╭──
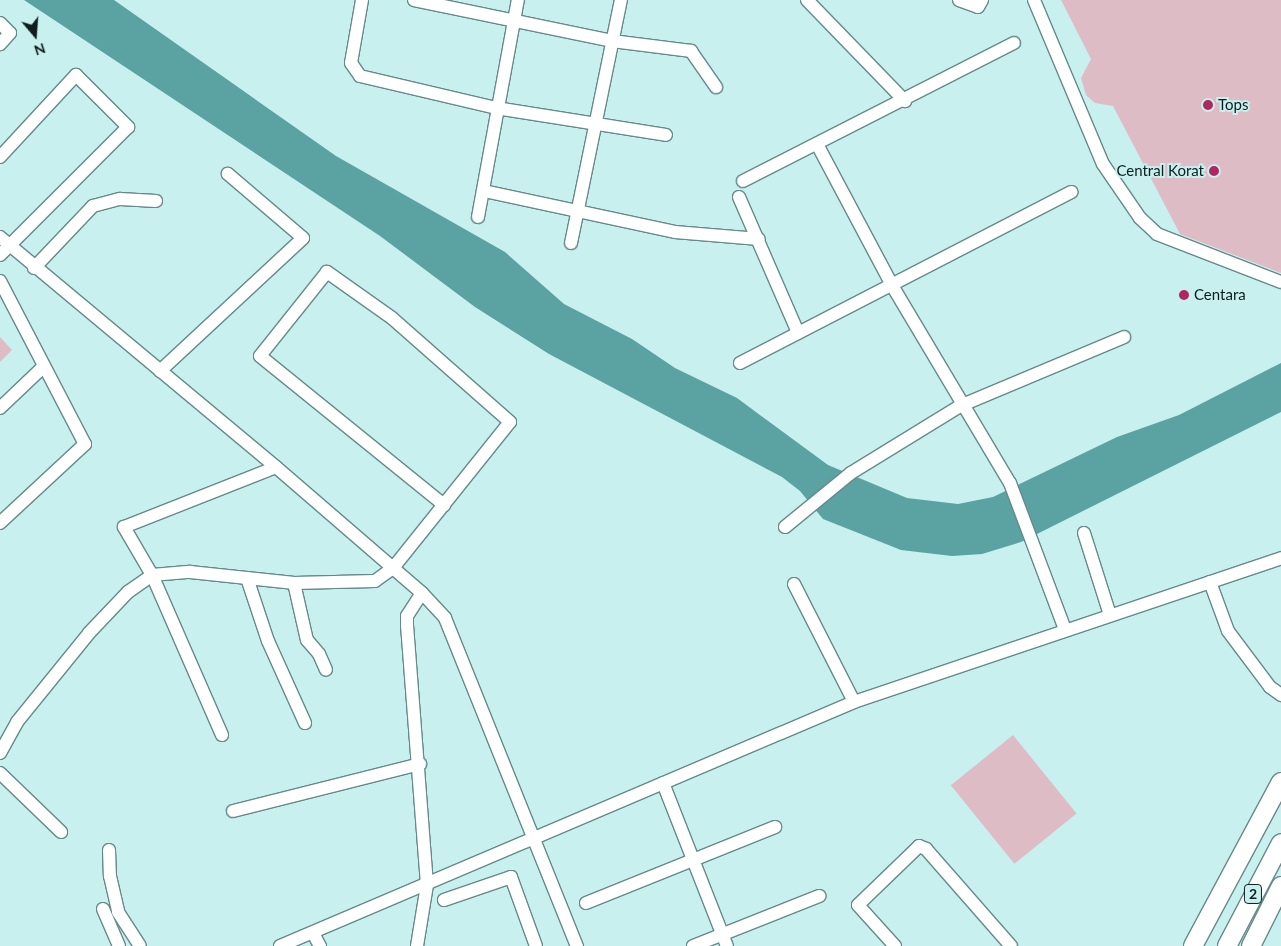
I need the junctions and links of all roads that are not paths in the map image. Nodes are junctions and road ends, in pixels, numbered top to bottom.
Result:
1 (362, 0) edge
2 (414, 0) edge
3 (518, 0) edge
4 (621, 0) edge
5 (807, 0) edge
6 (958, 0) edge
7 (982, 0) edge
8 (1034, 0) edge
9 (513, 21) junction
10 (0, 23) edge
11 (612, 41) junction
12 (1014, 43) dead end
13 (0, 44) edge
14 (716, 87) dead end
15 (906, 100) junction
16 (496, 108) junction
17 (597, 125) junction
18 (666, 135) dead end
19 (817, 144) junction
20 (0, 157) edge
21 (228, 174) dead end
22 (743, 181) dead end
23 (484, 190) junction
24 (1071, 192) dead end
25 (739, 196) dead end
26 (156, 201) dead end
27 (579, 211) junction
28 (478, 217) dead end
29 (0, 237) edge
30 (759, 239) junction
31 (571, 243) dead end
32 (5, 251) edge
33 (34, 268) junction
34 (0, 281) edge
35 (1281, 282) edge
36 (892, 287) junction
37 (4, 302) edge
38 (798, 333) junction
39 (1124, 337) dead end
40 (740, 363) dead end
41 (43, 367) junction
42 (160, 371) junction
43 (960, 406) junction
44 (0, 408) edge
45 (276, 468) junction
46 (444, 505) junction
47 (0, 523) edge
48 (785, 527) dead end
49 (1084, 533) dead end
50 (1281, 558) edge
51 (393, 568) junction
52 (152, 575) junction
53 (247, 578) junction
54 (1210, 582) junction
55 (294, 583) junction
56 (794, 584) dead end
57 (422, 593) junction
58 (1110, 615) junction
59 (1065, 629) junction
60 (326, 670) dead end
61 (1281, 695) edge
62 (854, 702) junction
63 (305, 724) dead end
64 (222, 735) dead end
65 (0, 754) edge
66 (420, 764) junction
67 (0, 774) edge
68 (1281, 782) edge
69 (664, 783) junction
70 (233, 811) dead end
71 (775, 827) dead end
72 (61, 832) dead end
73 (534, 838) junction
74 (1281, 843) edge
75 (109, 850) dead end
76 (692, 860) junction
77 (427, 885) junction
78 (1281, 886) edge
79 (819, 896) dead end
80 (444, 900) dead end
81 (586, 903) dead end
82 (103, 909) dead end
83 (313, 932) junction
84 (725, 940) edge
85 (119, 946) edge
86 (140, 946) edge
87 (280, 946) edge
88 (320, 946) edge
89 (418, 946) edge
90 (536, 946) edge
91 (577, 946) edge
92 (693, 946) edge
93 (894, 946) edge
94 (1012, 946) edge
95 (1193, 946) edge
96 (1227, 946) edge
97 (1251, 946) edge

1 - 16 street
2 - 9 street
3 - 9 street
4 - 11 street
5 - 15 street
6 - 7 street
8 - 35 street
9 - 11 street
9 - 16 street
10 - 13 street
11 - 14 street
11 - 17 street
12 - 15 street
15 - 19 street
16 - 17 street
16 - 23 street
17 - 18 street
17 - 27 street
19 - 22 street
19 - 36 street
20 - 32 street
21 - 42 street
23 - 27 street
23 - 28 street
24 - 36 street
25 - 30 street
26 - 33 street
27 - 30 street
27 - 31 street
29 - 32 street
30 - 38 street
32 - 33 street
33 - 42 street
34 - 37 street
36 - 38 street
36 - 43 street
37 - 41 street
38 - 40 street
39 - 43 street
41 - 44 street
41 - 47 street
42 - 45 street
43 - 48 street
43 - 59 street
45 - 51 street
45 - 52 street
46 - 46 street
46 - 51 street
49 - 58 street
50 - 54 street
51 - 55 street
51 - 57 street
52 - 53 street
52 - 64 street
52 - 65 street
53 - 55 street
53 - 63 street
54 - 58 street
54 - 61 street
55 - 60 street
56 - 62 street
57 - 66 street
57 - 73 street
58 - 59 street
59 - 62 street
62 - 69 street
66 - 70 street
66 - 77 street
67 - 72 street
68 - 95 highway
69 - 73 street
69 - 76 street
71 - 76 street
73 - 77 street
73 - 91 street
74 - 96 highway, 2
75 - 86 street
76 - 81 street
76 - 84 street
77 - 83 street
77 - 89 street
78 - 97 highway, 2
79 - 84 street
80 - 90 street
82 - 85 street
83 - 87 street
83 - 88 street
84 - 92 street
93 - 94 street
╰──
■ Problem requirements
Type the records out again in full, exactly, with each picture omitted.

■ Reply
I need the junctions and links of all roads that are not paths in the map image. Nodes are junctions and road ends, in pixels, numbered top to bottom.
Result:
1 (362, 0) edge
2 (414, 0) edge
3 (518, 0) edge
4 (621, 0) edge
5 (807, 0) edge
6 (958, 0) edge
7 (982, 0) edge
8 (1034, 0) edge
9 (513, 21) junction
10 (0, 23) edge
11 (612, 41) junction
12 (1014, 43) dead end
13 (0, 44) edge
14 (716, 87) dead end
15 (906, 100) junction
16 (496, 108) junction
17 (597, 125) junction
18 (666, 135) dead end
19 (817, 144) junction
20 (0, 157) edge
21 (228, 174) dead end
22 (743, 181) dead end
23 (484, 190) junction
24 (1071, 192) dead end
25 (739, 196) dead end
26 (156, 201) dead end
27 (579, 211) junction
28 (478, 217) dead end
29 (0, 237) edge
30 (759, 239) junction
31 (571, 243) dead end
32 (5, 251) edge
33 (34, 268) junction
34 (0, 281) edge
35 (1281, 282) edge
36 (892, 287) junction
37 (4, 302) edge
38 (798, 333) junction
39 (1124, 337) dead end
40 (740, 363) dead end
41 (43, 367) junction
42 (160, 371) junction
43 (960, 406) junction
44 (0, 408) edge
45 (276, 468) junction
46 (444, 505) junction
47 (0, 523) edge
48 (785, 527) dead end
49 (1084, 533) dead end
50 (1281, 558) edge
51 (393, 568) junction
52 (152, 575) junction
53 (247, 578) junction
54 (1210, 582) junction
55 (294, 583) junction
56 (794, 584) dead end
57 (422, 593) junction
58 (1110, 615) junction
59 (1065, 629) junction
60 (326, 670) dead end
61 (1281, 695) edge
62 (854, 702) junction
63 (305, 724) dead end
64 (222, 735) dead end
65 (0, 754) edge
66 (420, 764) junction
67 (0, 774) edge
68 (1281, 782) edge
69 (664, 783) junction
70 (233, 811) dead end
71 (775, 827) dead end
72 (61, 832) dead end
73 (534, 838) junction
74 (1281, 843) edge
75 (109, 850) dead end
76 (692, 860) junction
77 (427, 885) junction
78 (1281, 886) edge
79 (819, 896) dead end
80 (444, 900) dead end
81 (586, 903) dead end
82 (103, 909) dead end
83 (313, 932) junction
84 (725, 940) edge
85 (119, 946) edge
86 (140, 946) edge
87 (280, 946) edge
88 (320, 946) edge
89 (418, 946) edge
90 (536, 946) edge
91 (577, 946) edge
92 (693, 946) edge
93 (894, 946) edge
94 (1012, 946) edge
95 (1193, 946) edge
96 (1227, 946) edge
97 (1251, 946) edge

1 - 16 street
2 - 9 street
3 - 9 street
4 - 11 street
5 - 15 street
6 - 7 street
8 - 35 street
9 - 11 street
9 - 16 street
10 - 13 street
11 - 14 street
11 - 17 street
12 - 15 street
15 - 19 street
16 - 17 street
16 - 23 street
17 - 18 street
17 - 27 street
19 - 22 street
19 - 36 street
20 - 32 street
21 - 42 street
23 - 27 street
23 - 28 street
24 - 36 street
25 - 30 street
26 - 33 street
27 - 30 street
27 - 31 street
29 - 32 street
30 - 38 street
32 - 33 street
33 - 42 street
34 - 37 street
36 - 38 street
36 - 43 street
37 - 41 street
38 - 40 street
39 - 43 street
41 - 44 street
41 - 47 street
42 - 45 street
43 - 48 street
43 - 59 street
45 - 51 street
45 - 52 street
46 - 46 street
46 - 51 street
49 - 58 street
50 - 54 street
51 - 55 street
51 - 57 street
52 - 53 street
52 - 64 street
52 - 65 street
53 - 55 street
53 - 63 street
54 - 58 street
54 - 61 street
55 - 60 street
56 - 62 street
57 - 66 street
57 - 73 street
58 - 59 street
59 - 62 street
62 - 69 street
66 - 70 street
66 - 77 street
67 - 72 street
68 - 95 highway
69 - 73 street
69 - 76 street
71 - 76 street
73 - 77 street
73 - 91 street
74 - 96 highway, 2
75 - 86 street
76 - 81 street
76 - 84 street
77 - 83 street
77 - 89 street
78 - 97 highway, 2
79 - 84 street
80 - 90 street
82 - 85 street
83 - 87 street
83 - 88 street
84 - 92 street
93 - 94 street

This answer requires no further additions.